An initial state in lego bricks: a pattern of red and blue bricks. — An example cellular automaton state consisting of 16 symbols. Traditionally cellular automata have symbols 0 and 1. We use a red block to mean a 1 and a blue block to mean a 0. Image by CS4FN

Rules

One rule RED-B:LUE-BLUE -> RED — A rule that says if we have RED-BLUE-BLUE then change the middle cell to a RED block.
Image by CS4FN

Now if we are going to do computation, we need rules (essentially a program) to apply that changes the state. The rules of an elementary cellular automaton like this are applied to each lego brick, changing it to a new lego brick. To do so they take the brick on either side into account though. Each rule therefore looks at three bricks at a time and changes (or not) the middle brick.

We can write out the rules using lego bricks too – saying what to do for each pattern of three lego blocks. So we could have a rule that if we have a triple RED-BLUE-BLUE then we change the middle of that triple to RED so that the triple becomes RED-RED-BLUE instead. In lego we could represent this rule as shown right, where we show the new value for the middle cell that changes. (Notice we are now using lego bricks, so symbols, to represent rules: a rule is just data too!)

Now a vital thing about rules for computation is that you MUST give a rule for every possibility. Our above rule only tells us what to do for one of the eight possibilities of those triples of bricks that might occur in each position. We must give 8 different rules, so that whatever pattern we come across we have a rule that says what to do.

Here is one possible set of 8 rules we could use:

A set of rules to define how a cellular automaton will behave.
Image by CS4FN

Altogether, there are 256 different possible sets of rules like this.
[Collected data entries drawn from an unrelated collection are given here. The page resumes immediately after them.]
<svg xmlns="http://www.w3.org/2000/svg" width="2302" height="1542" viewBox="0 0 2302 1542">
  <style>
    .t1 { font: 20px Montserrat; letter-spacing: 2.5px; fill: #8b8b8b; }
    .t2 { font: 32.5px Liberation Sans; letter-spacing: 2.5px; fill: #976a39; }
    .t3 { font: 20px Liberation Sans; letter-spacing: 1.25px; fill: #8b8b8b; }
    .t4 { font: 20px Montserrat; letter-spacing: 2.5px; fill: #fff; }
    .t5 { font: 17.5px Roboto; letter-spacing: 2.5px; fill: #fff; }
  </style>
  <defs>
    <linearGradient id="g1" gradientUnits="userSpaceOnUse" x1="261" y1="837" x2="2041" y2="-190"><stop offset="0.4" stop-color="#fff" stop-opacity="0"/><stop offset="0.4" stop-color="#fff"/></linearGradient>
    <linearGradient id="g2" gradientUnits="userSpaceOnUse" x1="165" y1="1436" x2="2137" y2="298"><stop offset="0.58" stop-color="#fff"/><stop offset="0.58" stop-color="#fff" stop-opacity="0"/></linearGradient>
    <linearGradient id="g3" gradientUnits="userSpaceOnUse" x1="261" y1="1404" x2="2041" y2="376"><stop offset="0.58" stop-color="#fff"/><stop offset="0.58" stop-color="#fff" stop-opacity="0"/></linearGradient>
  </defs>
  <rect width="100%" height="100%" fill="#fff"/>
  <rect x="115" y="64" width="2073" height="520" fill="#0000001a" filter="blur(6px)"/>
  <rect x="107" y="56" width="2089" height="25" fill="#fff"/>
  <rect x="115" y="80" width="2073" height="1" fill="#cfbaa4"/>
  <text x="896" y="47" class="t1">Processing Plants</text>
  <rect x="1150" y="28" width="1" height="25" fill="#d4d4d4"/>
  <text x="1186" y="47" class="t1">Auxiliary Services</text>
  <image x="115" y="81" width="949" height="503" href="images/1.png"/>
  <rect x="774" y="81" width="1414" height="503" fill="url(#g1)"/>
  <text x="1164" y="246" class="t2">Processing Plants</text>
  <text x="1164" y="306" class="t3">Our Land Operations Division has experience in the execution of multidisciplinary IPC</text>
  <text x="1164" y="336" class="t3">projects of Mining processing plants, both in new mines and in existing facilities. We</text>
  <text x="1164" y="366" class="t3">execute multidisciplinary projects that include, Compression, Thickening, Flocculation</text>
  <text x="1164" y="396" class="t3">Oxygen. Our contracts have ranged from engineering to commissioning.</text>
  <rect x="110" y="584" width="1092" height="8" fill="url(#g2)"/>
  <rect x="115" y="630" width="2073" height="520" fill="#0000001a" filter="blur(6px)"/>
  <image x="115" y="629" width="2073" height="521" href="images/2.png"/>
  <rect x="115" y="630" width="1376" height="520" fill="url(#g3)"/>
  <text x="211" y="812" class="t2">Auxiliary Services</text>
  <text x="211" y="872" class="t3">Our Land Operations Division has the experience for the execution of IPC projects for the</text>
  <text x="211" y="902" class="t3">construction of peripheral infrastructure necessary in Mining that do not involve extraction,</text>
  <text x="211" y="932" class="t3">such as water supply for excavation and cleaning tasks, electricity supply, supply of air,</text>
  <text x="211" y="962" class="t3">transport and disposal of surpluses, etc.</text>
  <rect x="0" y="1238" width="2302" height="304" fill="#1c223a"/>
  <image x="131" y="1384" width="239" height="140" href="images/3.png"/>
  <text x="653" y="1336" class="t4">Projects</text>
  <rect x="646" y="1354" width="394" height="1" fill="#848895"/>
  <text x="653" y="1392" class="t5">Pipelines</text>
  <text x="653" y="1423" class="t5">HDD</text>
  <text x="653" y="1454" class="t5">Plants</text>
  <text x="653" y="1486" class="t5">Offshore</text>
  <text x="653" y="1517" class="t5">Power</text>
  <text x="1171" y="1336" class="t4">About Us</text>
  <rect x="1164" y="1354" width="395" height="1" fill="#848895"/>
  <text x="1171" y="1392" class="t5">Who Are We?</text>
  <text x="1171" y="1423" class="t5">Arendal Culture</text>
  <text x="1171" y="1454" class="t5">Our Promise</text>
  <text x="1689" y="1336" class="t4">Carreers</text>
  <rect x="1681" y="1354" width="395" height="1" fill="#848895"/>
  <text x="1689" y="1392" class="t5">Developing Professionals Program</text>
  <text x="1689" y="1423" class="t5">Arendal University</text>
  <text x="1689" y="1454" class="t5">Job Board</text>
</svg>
Notice that we have ordered our rules using a binary pattern of the triples counting from 0 to 7 as a way to make sure we have covered every possible pattern exactly once and to make it easier to find the right rule. We could write then in any order of course. It would make no difference to what the rules do.

Doing Computation

Now to do computation we just apply the rules we have chosen to every position in an initial state – an initial pattern of red and blue blocks. We start at one end of the row and apply the set of rules in each position finding the one that matches the pattern at that position. Once we find the rule that matches that position, we note the new middle block accordingly, then move on to the next position. Once we get to the end of the row, we know what the whole new state for the automaton will be: we have done one step of computation. For the cell at either end of the row, assume its adjacent value off the end is 0 (so blue for us). At every position the rule applies to the original triple of bricks in the current state, not ones changed by rules applied to other positions: the rules are applied to every position at the same time.

The easiest way to do this with lego is to line up a row of red and blue lego blocks as the initial state and apply our rules as above to get a new pattern of red and blue lego blocks placed below it. That new pattern is the new state of the machine, Here is a step as applied to our random state we gave above.
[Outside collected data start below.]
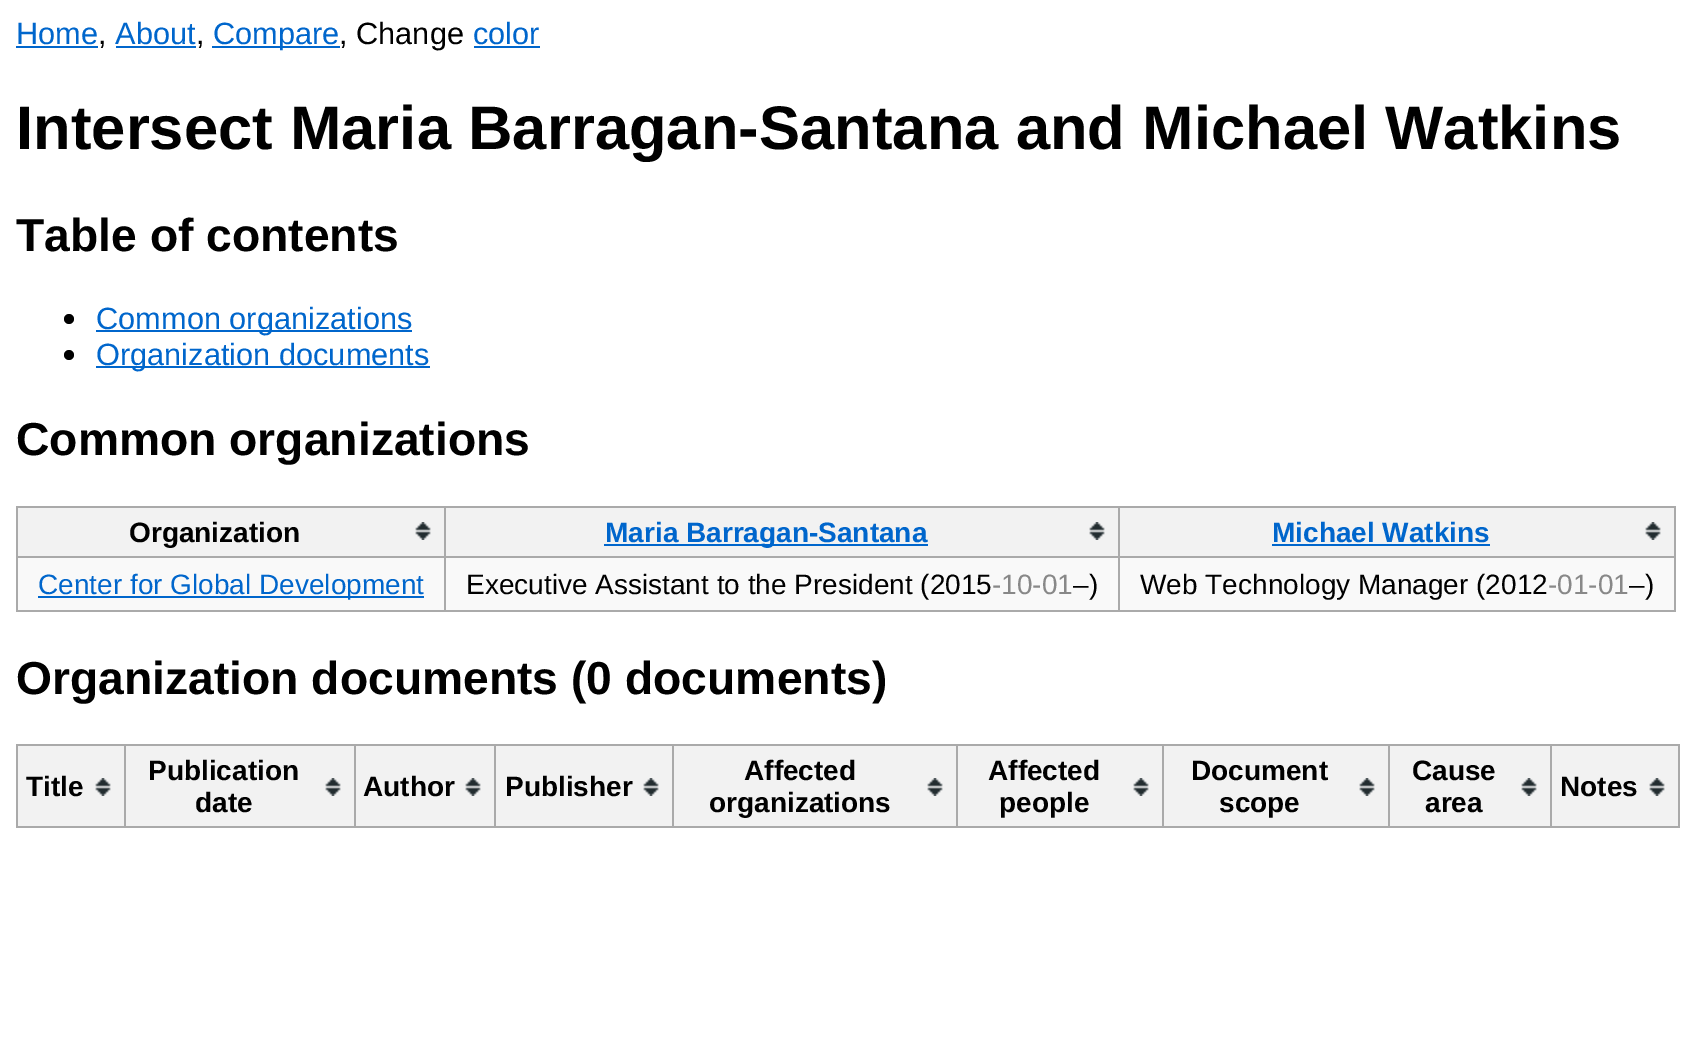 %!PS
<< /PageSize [1695 1039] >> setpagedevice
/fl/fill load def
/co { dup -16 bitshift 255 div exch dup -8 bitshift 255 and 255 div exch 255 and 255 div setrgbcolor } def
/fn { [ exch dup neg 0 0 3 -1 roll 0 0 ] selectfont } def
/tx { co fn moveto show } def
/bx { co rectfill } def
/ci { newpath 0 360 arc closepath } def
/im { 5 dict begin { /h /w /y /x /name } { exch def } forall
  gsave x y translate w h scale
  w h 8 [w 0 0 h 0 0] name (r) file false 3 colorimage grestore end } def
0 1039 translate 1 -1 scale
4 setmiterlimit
0 0 1695 1039 16#FFFFFF bx
16 46 82 2 16#0066CC bx
116 46 80 2 16#0066CC bx
212 46 128 2 16#0066CC bx
474 46 66 2 16#0066CC bx
16#000000 co
69 319 5 ci fl
96 330 316 2 16#0066CC bx
16#000000 co
69 355 5 ci fl
96 366 334 2 16#0066CC bx
18 558 1656 52 16#F9F9F9 bx
18 508 426 48 16#F2F2F2 bx
(media/1.raw) 415 522 16 18 im
1118 506 558 2 16#AAAAAA bx
1118 556 558 2 16#AAAAAA bx
1674 556 2 56 16#AAAAAA bx
1118 610 558 2 16#AAAAAA bx
1118 556 2 56 16#AAAAAA bx
444 556 676 2 16#AAAAAA bx
1118 506 2 52 16#AAAAAA bx
444 506 676 2 16#AAAAAA bx
444 610 676 2 16#AAAAAA bx
444 556 2 56 16#AAAAAA bx
16 556 430 2 16#AAAAAA bx
444 506 2 52 16#AAAAAA bx
16 506 430 2 16#AAAAAA bx
16 610 430 2 16#AAAAAA bx
16 556 2 56 16#AAAAAA bx
16 506 2 52 16#AAAAAA bx
446 508 672 48 16#F2F2F2 bx
(media/1.raw) 1089 522 16 18 im
604 544 324 2 16#0066CC bx
1120 508 554 48 16#F2F2F2 bx
(media/1.raw) 1645 522 16 18 im
1674 506 2 52 16#AAAAAA bx
1272 544 218 2 16#0066CC bx
38 596 386 2 16#0066CC bx
18 746 106 80 16#F2F2F2 bx
(media/1.raw) 95 778 16 18 im
1550 744 130 2 16#AAAAAA bx
1678 744 2 84 16#AAAAAA bx
1550 826 130 2 16#AAAAAA bx
1550 744 2 84 16#AAAAAA bx
1388 744 164 2 16#AAAAAA bx
1388 826 164 2 16#AAAAAA bx
1388 744 2 84 16#AAAAAA bx
1162 744 228 2 16#AAAAAA bx
1162 826 228 2 16#AAAAAA bx
1162 744 2 84 16#AAAAAA bx
956 744 208 2 16#AAAAAA bx
956 826 208 2 16#AAAAAA bx
956 744 2 84 16#AAAAAA bx
672 744 286 2 16#AAAAAA bx
672 826 286 2 16#AAAAAA bx
672 744 2 84 16#AAAAAA bx
494 744 180 2 16#AAAAAA bx
494 826 180 2 16#AAAAAA bx
494 744 2 84 16#AAAAAA bx
354 744 142 2 16#AAAAAA bx
354 826 142 2 16#AAAAAA bx
354 744 2 84 16#AAAAAA bx
124 744 232 2 16#AAAAAA bx
124 826 232 2 16#AAAAAA bx
124 744 2 84 16#AAAAAA bx
16 744 110 2 16#AAAAAA bx
16 826 110 2 16#AAAAAA bx
16 744 2 84 16#AAAAAA bx
126 746 228 80 16#F2F2F2 bx
(media/1.raw) 325 778 16 18 im
356 746 138 80 16#F2F2F2 bx
(media/1.raw) 465 778 16 18 im
496 746 176 80 16#F2F2F2 bx
(media/1.raw) 643 778 16 18 im
674 746 282 80 16#F2F2F2 bx
(media/1.raw) 927 778 16 18 im
958 746 204 80 16#F2F2F2 bx
(media/1.raw) 1133 778 16 18 im
1164 746 224 80 16#F2F2F2 bx
(media/1.raw) 1359 778 16 18 im
1390 746 160 80 16#F2F2F2 bx
(media/1.raw) 1521 778 16 18 im
1552 746 126 80 16#F2F2F2 bx
(media/1.raw) 1649 778 16 18 im
(Home) 16 44 /LiberationSans-Regular 30.75 16#0066CC tx
(,) 98 44 /LiberationSans-Regular 30.75 16#000000 tx
(About) 115 44 /LiberationSans-Regular 30.75 16#0066CC tx
(,) 196 44 /LiberationSans-Regular 30.75 16#000000 tx
(Compare) 213 44 /LiberationSans-Regular 30.75 16#0066CC tx
(, Change) 339 44 /LiberationSans-Regular 30.75 16#000000 tx
(color) 473 44 /LiberationSans-Regular 30.75 16#0066CC tx
(Intersect Maria Barragan-Santana and Michael Watkins) 16 149 /LiberationSans-Bold 61.6 16#000000 tx
(Table of contents) 16 251 /LiberationSans-Bold 46.25 16#000000 tx
(Common organizations) 96 329 /LiberationSans-Regular 30.75 16#0066CC tx
(Organization documents) 96 365 /LiberationSans-Regular 30.75 16#0066CC tx
(Common organizations) 16 455 /LiberationSans-Bold 46.25 16#000000 tx
(Organization) 129 542 /LiberationSans-Bold 28 16#000000 tx
(Maria Barragan-Santana) 605 542 /LiberationSans-Bold 28 16#0066CC tx
(Michael Watkins) 1272 542 /LiberationSans-Bold 28 16#0066CC tx
(Center for Global Development) 38 594 /LiberationSans-Regular 28 16#0066CC tx
(Executive Assistant to the President \(2015) 466 594 /LiberationSans-Regular 28 16#000000 tx
(-10-01) 992 594 /LiberationSans-Regular 28 16#888888 tx
(–\)) 1073 594 /LiberationSans-Regular 28 16#000000 tx
(Web Technology Manager \(2012) 1140 594 /LiberationSans-Regular 28 16#000000 tx
(-01-01) 1548 594 /LiberationSans-Regular 28 16#888888 tx
(–\)) 1629 594 /LiberationSans-Regular 28 16#000000 tx
(Organization documents \(0 documents\)) 16 694 /LiberationSans-Bold 46.25 16#000000 tx
(Title) 26 796 /LiberationSans-Bold 28 16#000000 tx
(Publication) 148 780 /LiberationSans-Bold 28 16#000000 tx
(date) 195 812 /LiberationSans-Bold 28 16#000000 tx
(Author) 363 796 /LiberationSans-Bold 28 16#000000 tx
(Publisher) 505 796 /LiberationSans-Bold 28 16#000000 tx
(Affected) 744 780 /LiberationSans-Bold 28 16#000000 tx
(organizations) 709 812 /LiberationSans-Bold 28 16#000000 tx
(Affected) 988 780 /LiberationSans-Bold 28 16#000000 tx
(people) 999 812 /LiberationSans-Bold 28 16#000000 tx
(Document) 1191 780 /LiberationSans-Bold 28 16#000000 tx
(scope) 1219 812 /LiberationSans-Bold 28 16#000000 tx
(Cause) 1412 780 /LiberationSans-Bold 28 16#000000 tx
(area) 1425 812 /LiberationSans-Bold 28 16#000000 tx
(Notes) 1560 796 /LiberationSans-Bold 28 16#000000 tx
showpage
Applying the rules to a random starting state — Image by CS4FN

Calculating Number Sequences

We seem to be just replacing patterns by new patterns. Are we doing anything useful? Of course we could give some simple meaning to these patterns. Interpret the pattern as a binary number and what is happening? We are generating a number sequence. To see this use the above rules on a shorter pattern, starting with a single red lego block at the left hand end, with the rest blue. This is the binary for the number 1 (00001). Apply the rules and we get the number 2 (00010). Apply the rules again and the pattern of lego turns into the binary for 5 (00101), then 8 (01000) and then 20 (10100) and so on…
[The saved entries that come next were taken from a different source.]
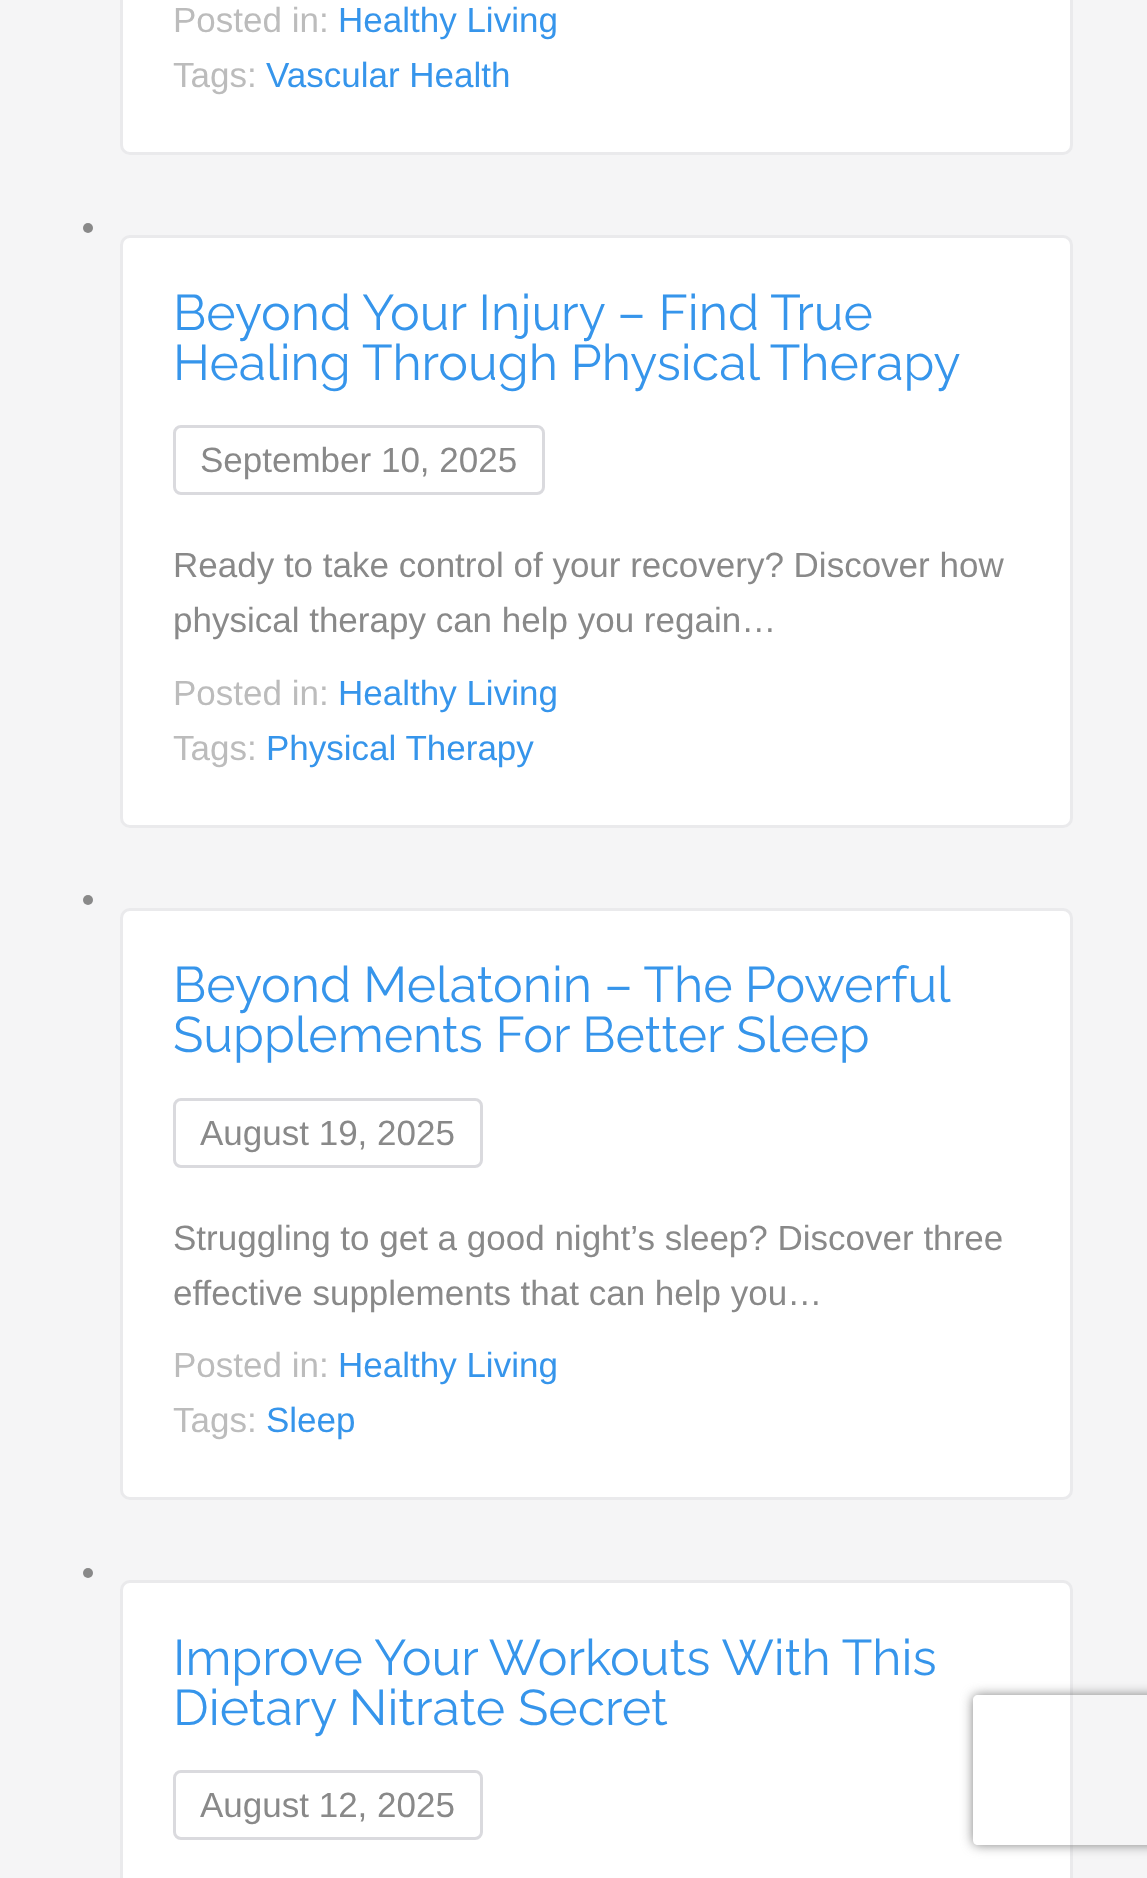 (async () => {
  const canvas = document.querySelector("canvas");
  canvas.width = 1147;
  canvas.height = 1878;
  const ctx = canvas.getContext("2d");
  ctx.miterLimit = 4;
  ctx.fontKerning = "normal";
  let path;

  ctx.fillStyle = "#f5f5f6";
  ctx.fillRect(0, 0, 1147, 1878);
  ctx.fillStyle = "#ffffff";
  ctx.beginPath();
  ctx.roundRect(121.5, -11.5, 950, 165, 8.5);
  ctx.fill();
  ctx.strokeStyle = "#eaeaec";
  ctx.lineWidth = 3;
  ctx.stroke();
  ctx.fillStyle = "#898989";
  ctx.beginPath();
  ctx.arc(88, 228, 5, 0, Math.PI * 2);
  ctx.fill();
  ctx.fillStyle = "#ffffff";
  ctx.beginPath();
  ctx.roundRect(121.5, 236.5, 950, 590, 8.5);
  ctx.fill();
  ctx.stroke();
  ctx.beginPath();
  ctx.roundRect(174.5, 426.5, 369, 67, 6.5);
  ctx.strokeStyle = "#dadade";
  ctx.stroke();
  ctx.fillStyle = "#898989";
  ctx.beginPath();
  ctx.arc(88, 900, 5, 0, Math.PI * 2);
  ctx.fill();
  ctx.fillStyle = "#ffffff";
  ctx.beginPath();
  ctx.roundRect(121.5, 909.5, 950, 589, 8.5);
  ctx.fill();
  ctx.strokeStyle = "#eaeaec";
  ctx.stroke();
  ctx.beginPath();
  ctx.roundRect(174.5, 1099.5, 307, 67, 6.5);
  ctx.strokeStyle = "#dadade";
  ctx.stroke();
  ctx.fillStyle = "#898989";
  ctx.beginPath();
  ctx.arc(88, 1573, 5, 0, Math.PI * 2);
  ctx.fill();
  ctx.fillStyle = "#ffffff";
  ctx.beginPath();
  ctx.roundRect(121.5, 1581.5, 950, 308, 8.5);
  ctx.fill();
  ctx.strokeStyle = "#eaeaec";
  ctx.stroke();
  ctx.beginPath();
  ctx.roundRect(174.5, 1771.5, 307, 67, 6.5);
  ctx.strokeStyle = "#dadade";
  ctx.stroke();
  ctx.save();
  path = new Path2D("M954 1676H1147V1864H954ZM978 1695H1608C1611 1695 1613 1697 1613 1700V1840C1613 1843 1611 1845 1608 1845H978C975 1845 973 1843 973 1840V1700C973 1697 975 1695 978 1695Z");
  ctx.clip(path, "evenodd");
  ctx.fillStyle = "#808080";
  ctx.filter = "blur(6px)";
  ctx.beginPath();
  ctx.roundRect(973, 1695, 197, 150, 5);
  ctx.fill();
  ctx.filter = "none";
  ctx.restore();
  ctx.font = "35px Liberation Sans";
  ctx.fillStyle = "#bcbcbc";
  ctx.fillText("Posted in:", 173, 32);
  ctx.fillStyle = "#3695eb";
  ctx.fillText("Healthy Living", 338, 32);
  ctx.fillStyle = "#bcbcbc";
  ctx.fillText("Tags:", 173, 87);
  ctx.fillStyle = "#3695eb";
  ctx.fillText("Vascular Health", 266, 87);
  ctx.font = "50px Raleway";
  ctx.fillText("Beyond Your Injury – Find True", 173, 330);
  ctx.fillText("Healing Through Physical Therapy", 173, 380);
  ctx.font = "35px Liberation Sans";
  ctx.fillStyle = "#898989";
  for (const [text, x, y] of [
    ["September 10, 2025", 200, 472],
    ["Ready to take control of your recovery? Discover how", 173, 577],
    ["physical therapy can help you regain…", 173, 632],
  ]) {
    ctx.fillText(text, x, y);
  }
  ctx.fillStyle = "#bcbcbc";
  ctx.fillText("Posted in:", 173, 705);
  ctx.fillStyle = "#3695eb";
  ctx.fillText("Healthy Living", 338, 705);
  ctx.fillStyle = "#bcbcbc";
  ctx.fillText("Tags:", 173, 760);
  ctx.fillStyle = "#3695eb";
  ctx.fillText("Physical Therapy", 266, 760);
  ctx.wordSpacing = "-0.5px";
  ctx.font = "50px Raleway";
  ctx.fillText("Beyond Melatonin – The Powerful", 173, 1002);
  ctx.wordSpacing = "0px";
  ctx.fillText("Supplements For Better Sleep", 173, 1052);
  ctx.font = "35px Liberation Sans";
  ctx.fillStyle = "#898989";
  for (const [text, x, y] of [
    ["August 19, 2025", 200, 1145],
    ["Struggling to get a good night’s sleep? Discover three", 173, 1250],
    ["effective supplements that can help you…", 173, 1305],
  ]) {
    ctx.fillText(text, x, y);
  }
  ctx.fillStyle = "#bcbcbc";
  ctx.fillText("Posted in:", 173, 1377);
  ctx.fillStyle = "#3695eb";
  ctx.fillText("Healthy Living", 338, 1377);
  ctx.fillStyle = "#bcbcbc";
  ctx.fillText("Tags:", 173, 1432);
  ctx.fillStyle = "#3695eb";
  ctx.fillText("Sleep", 266, 1432);
  ctx.font = "50px Raleway";
  ctx.fillText("Improve Your Workouts With This", 173, 1675);
  ctx.fillText("Dietary Nitrate Secret", 173, 1725);
  ctx.font = "35px Liberation Sans";
  ctx.fillStyle = "#898989";
  ctx.fillText("August 12, 2025", 200, 1817);
})();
The series of transformations through binary patterns from applying the rules. — Image by CS4FN

We have created a machine that does a calculation on a number to create a new number. Let it run and it calculates the whole number sequence. Different rules will compute different number sequences: some perhaps more interesting than others.

Images from numbers

If you think numbers are a bit boring, then instead just give a different meaning to the patterns – as giving the colour of pixels, with each new state giving the next row of an infinite lego pixel picture. Now our rules are generating art. Each rule set will compute a different image as will different starting states (again some images generated will be more interesting than others). Here is what our above rules generate if we start with a single red brick in the centre:

The top of a Sierpiński triangle as generated in lego bricks from out rules. — The image generated by our rule if we see it as rules to generate the next line of a lego art image.
Image by CS4FN

Sierpinski triangle image CC BY-SA 3.0 via Wikimedia

This is actually a fractal pattern called the Sierpiński triangle. It contains the same triangular pattern over and over again, and If you create a massive version of it on a large lego board you will see that each triangle has the same pattern within it. It is a beautiful recursive pattern.

Apply the rules and create a Lego pixel version yourself.

Explore the different rules

Stephen Wolfram has exhaustively explored all the elementary cellular automata, categorising them and describing their properties. However, that is no reason not to explore them yourself, whether with lego, on graph paper or by writing a program to apply the rules for you.

Of course you do not have to stick to only automata with 2 symbols. Add more symbols / colours of lego blocks (so you will need lots more rules in each set) and explore some more.

There is one cellular automaton, so one rule set (with only two symbols) that is very intriguing. It turns out that, rather than just generate a particular number sequences or pattern as the one above does, it can do absolutely any computation – it is a general purpose machine that can do anything that a modern computer can do…but that is another story.

More Encrypted Deckchairs

Summer is here so we have been looking for hidden messages in deckchairs as well as making encrypted origami deckchairs. But if you are a model maker, you may (like Ho) feel the need to make more realistic models to hide messages in...before moving on to real deckchairs.

A deckchair encrypting CS$FN in its stripes — Photo and deckchair by Kok Ho Huen for CS4FN

A row of multicoloured deckchairs hiding a message in their stripes — Photo and deckchair by Kok Ho Huen for CS4FN

So here is how to make deckchairs with stripy messages out of all those lolly sticks you will have by the end of the summer that actually fold. See the previous blog post for how the messages can be hidden.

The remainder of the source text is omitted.